[Items listed in a dataset]
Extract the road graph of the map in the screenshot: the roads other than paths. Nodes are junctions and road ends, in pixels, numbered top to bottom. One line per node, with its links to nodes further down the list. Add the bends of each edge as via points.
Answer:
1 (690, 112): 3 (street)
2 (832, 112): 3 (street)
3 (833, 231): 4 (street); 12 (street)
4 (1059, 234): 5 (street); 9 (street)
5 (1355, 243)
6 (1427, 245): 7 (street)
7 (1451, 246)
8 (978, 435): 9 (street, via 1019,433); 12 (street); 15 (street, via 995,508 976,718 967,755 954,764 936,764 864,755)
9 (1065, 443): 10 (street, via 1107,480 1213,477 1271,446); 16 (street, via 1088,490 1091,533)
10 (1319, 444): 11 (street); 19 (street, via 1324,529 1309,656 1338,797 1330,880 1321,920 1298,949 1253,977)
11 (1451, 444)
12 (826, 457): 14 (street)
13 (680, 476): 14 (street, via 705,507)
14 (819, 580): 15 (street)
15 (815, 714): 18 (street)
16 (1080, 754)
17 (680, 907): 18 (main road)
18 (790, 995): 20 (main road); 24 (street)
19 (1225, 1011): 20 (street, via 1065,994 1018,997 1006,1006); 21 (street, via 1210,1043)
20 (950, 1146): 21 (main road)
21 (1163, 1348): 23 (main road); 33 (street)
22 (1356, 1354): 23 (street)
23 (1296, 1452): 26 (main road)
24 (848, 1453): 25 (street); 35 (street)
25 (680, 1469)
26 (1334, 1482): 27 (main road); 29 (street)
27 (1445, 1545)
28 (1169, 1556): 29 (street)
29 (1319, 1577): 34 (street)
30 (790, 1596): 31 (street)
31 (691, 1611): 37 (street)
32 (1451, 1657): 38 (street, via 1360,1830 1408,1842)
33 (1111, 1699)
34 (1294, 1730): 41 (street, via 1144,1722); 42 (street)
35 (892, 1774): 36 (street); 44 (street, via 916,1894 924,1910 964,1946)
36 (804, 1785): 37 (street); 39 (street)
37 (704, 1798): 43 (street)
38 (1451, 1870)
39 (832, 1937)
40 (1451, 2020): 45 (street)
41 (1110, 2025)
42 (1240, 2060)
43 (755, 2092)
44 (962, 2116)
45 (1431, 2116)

## ABOUT THIS TASK
Each line of the entries that contains the word "main" should be listed.

## SOLUTION FOR THIS PROBLEM
17 (680, 907): 18 (main road)
18 (790, 995): 20 (main road); 24 (street)
20 (950, 1146): 21 (main road)
21 (1163, 1348): 23 (main road); 33 (street)
23 (1296, 1452): 26 (main road)
26 (1334, 1482): 27 (main road); 29 (street)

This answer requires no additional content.